Importantly, the Medicaid redetermination and continuous enrollment provision that was put in place to ensure Americans had insurance coverage during the pandemic; though not directly related to the PHE, also ended on March 31, 2023. We saw a record number of Medicaid enrollees due to the continuous enrollment provision. The end of this coverage requirement will leave many people uninsured.
PHE provisions expiring at the end of 2023, or some other day, include reimbursement parity for telehealth, certain telehealth flexibilities, acute care hospital at home program, FDA Emergency Use Authorizations (EUAs) and in-person requirement for prescribing controlled medications.
It is important for health plans to understand how they can help employer groups and prepare their member services teams with messaging on the impacts of the PHE ending. Health Plans need to communicate changes being made to health benefits, cost- sharing, extension of timelines for special enrollment, and COBRA elections as well as any state laws that may alter the end of PHE changes. Official government resources and guidance to help organizations plan for the end of PHE were provided.
Avalon Policy Development Process and Response
Avalon was in the trenches early on leveraging our Clinical Advisory Boards early involvement in the pandemic, keeping informed on testing methodologies, strategies, and accumulating evidence. Avalon began developing the COVID-19 policy in Q2 2020 with quarterly policy updates occurring throughout the pandemic. In addition, Avalon hosted regularly scheduled webinars to inform clients and the market on the evidence and changes as they were evolving. Early in 2023, Avalon presented the updated COVID policy to clients for adoption at the end of the PHE.
A deeper dive on Avalon’s Coronavirus Testing in the Outpatient Setting policy was reviewed.
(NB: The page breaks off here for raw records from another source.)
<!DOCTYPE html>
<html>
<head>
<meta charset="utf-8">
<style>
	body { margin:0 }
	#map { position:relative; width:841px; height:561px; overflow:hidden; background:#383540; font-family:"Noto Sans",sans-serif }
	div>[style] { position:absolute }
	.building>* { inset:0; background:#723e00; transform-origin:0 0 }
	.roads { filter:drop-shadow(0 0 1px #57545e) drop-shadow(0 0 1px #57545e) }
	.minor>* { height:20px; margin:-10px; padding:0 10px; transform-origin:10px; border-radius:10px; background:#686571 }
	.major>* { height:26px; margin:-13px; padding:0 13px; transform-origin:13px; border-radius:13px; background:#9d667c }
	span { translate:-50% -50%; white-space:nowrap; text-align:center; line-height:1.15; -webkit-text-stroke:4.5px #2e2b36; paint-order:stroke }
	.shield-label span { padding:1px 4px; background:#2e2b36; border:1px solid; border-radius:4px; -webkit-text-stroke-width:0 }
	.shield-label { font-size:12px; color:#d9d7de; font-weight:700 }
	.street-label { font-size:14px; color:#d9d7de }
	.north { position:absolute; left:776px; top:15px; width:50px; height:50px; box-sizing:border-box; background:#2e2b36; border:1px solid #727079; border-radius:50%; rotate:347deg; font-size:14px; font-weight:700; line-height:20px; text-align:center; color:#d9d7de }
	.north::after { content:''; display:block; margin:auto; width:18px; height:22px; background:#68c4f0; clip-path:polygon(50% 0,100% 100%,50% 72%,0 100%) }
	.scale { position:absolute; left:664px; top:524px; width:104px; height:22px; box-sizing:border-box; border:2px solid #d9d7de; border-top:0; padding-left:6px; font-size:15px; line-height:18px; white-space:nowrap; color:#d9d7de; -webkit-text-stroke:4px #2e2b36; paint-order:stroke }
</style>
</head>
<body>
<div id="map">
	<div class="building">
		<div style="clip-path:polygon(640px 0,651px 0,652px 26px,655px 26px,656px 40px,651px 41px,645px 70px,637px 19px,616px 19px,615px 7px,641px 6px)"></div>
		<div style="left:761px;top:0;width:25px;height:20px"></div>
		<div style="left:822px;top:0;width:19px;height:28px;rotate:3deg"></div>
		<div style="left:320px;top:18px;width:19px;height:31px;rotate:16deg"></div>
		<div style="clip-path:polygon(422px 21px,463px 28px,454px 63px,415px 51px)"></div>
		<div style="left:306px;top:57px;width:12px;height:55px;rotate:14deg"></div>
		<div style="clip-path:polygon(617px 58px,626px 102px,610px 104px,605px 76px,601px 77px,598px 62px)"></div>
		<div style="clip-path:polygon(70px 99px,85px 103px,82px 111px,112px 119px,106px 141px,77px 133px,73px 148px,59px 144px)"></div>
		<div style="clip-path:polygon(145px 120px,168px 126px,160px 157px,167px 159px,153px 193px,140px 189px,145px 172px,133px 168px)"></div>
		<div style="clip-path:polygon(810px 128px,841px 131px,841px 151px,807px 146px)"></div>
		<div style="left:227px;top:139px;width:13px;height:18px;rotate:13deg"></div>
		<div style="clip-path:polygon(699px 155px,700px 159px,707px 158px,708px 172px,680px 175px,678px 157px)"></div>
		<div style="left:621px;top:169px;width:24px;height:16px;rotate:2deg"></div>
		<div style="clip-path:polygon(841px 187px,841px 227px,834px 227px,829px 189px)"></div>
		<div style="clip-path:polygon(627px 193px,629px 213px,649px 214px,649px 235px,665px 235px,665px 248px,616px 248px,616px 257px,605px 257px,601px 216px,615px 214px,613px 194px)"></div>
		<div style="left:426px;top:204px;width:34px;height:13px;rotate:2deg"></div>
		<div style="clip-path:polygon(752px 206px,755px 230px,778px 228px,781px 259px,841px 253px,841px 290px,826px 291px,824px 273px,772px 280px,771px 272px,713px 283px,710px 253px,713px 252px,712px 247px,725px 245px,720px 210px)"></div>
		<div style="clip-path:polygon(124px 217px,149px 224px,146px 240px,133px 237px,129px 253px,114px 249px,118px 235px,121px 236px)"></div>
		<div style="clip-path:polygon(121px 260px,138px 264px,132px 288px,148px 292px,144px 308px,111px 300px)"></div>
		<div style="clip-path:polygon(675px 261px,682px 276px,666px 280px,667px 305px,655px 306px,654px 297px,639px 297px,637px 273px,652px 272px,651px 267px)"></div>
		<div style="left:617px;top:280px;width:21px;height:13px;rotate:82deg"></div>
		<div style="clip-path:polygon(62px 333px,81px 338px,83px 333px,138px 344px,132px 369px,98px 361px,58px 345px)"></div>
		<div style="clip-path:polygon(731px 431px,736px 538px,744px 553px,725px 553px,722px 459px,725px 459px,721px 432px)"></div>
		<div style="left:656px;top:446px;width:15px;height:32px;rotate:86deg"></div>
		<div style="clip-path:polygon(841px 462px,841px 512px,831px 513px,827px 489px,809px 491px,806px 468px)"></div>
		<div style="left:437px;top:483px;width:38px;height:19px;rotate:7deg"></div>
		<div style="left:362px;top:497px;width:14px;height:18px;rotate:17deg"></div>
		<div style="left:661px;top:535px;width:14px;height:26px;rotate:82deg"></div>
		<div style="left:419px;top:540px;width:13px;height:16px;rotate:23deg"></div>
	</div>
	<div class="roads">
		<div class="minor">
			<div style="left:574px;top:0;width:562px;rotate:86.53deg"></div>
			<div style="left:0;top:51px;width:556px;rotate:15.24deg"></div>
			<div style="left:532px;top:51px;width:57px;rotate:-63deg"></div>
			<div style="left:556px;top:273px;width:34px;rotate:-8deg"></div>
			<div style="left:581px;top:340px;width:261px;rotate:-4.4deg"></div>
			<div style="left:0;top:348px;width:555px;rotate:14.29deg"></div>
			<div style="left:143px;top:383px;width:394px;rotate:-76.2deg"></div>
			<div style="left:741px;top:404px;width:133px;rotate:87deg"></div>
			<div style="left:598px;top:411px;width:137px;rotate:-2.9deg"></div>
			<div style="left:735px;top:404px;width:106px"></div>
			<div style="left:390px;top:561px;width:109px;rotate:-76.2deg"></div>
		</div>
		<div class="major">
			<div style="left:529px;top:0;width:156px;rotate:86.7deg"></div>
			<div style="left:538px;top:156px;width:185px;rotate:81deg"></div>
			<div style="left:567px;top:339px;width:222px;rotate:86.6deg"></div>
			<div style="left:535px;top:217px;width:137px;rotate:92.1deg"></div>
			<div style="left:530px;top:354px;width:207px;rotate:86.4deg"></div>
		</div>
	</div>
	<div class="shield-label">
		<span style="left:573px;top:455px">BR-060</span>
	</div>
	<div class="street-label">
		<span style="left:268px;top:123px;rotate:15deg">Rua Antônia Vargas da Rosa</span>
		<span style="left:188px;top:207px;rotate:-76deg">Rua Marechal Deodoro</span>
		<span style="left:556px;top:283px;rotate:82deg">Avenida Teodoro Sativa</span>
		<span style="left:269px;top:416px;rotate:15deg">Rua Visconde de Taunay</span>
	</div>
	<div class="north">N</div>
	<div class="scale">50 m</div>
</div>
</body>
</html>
This included indications, limitations of coverage and the extensive scientific research supporting the coverage criteria.
COVID-19 Testing, impacts of ending PHE to Coding, Reimbursement, and Lab Trends
The ending of PHE will not affect all groups equally- lab providers will have a reduction in reimbursement, payers will be released from the special payment flexibilities and go back to business as usual, and for patients, it goes back to confusion on coverage criteria and healthcare complexities.
PHE changes impact COVID testing reimbursement and the data trends support this decrease of COVID testing with continuing decline through 2022. Also, an important trend to keep an eye on is an increase in multiplex testing which includes the combination of COVID and influenza testing. These combined tests did not have reimbursement changes with the PHE ending so we should expect these testing to prevail and be the primary testing going forward.
Conclusions and observations to consider with PHE ending include:
- Health plans are no longer obligated to reimburse labs for COVID-19 testing at 100% of billed charges
- Member cost share is back. This includes the ability of the health plan to pay OON providers within the defined member benefits (e.g., no reimbursement or at an increased cost share)
- Plans should monitor the utilization of respiratory panels
- Plans should carefully review a lab’s utilization before adding the lab to the participating network
- Remind members that Direct Access Testing (DAT) may not be covered
A reminder that the value of laboratory testing will not be diminished with the end of the pandemic and PHE. Lab testing maintain relevancy, with over 70% of treatment decisioning based on laboratory testing. In closing, Avalon is accelerating the adoption of lab science —providing lab insights to identify overuse, misuse, and underuse of lab testing, and ensuring the right lab tests results in the right care.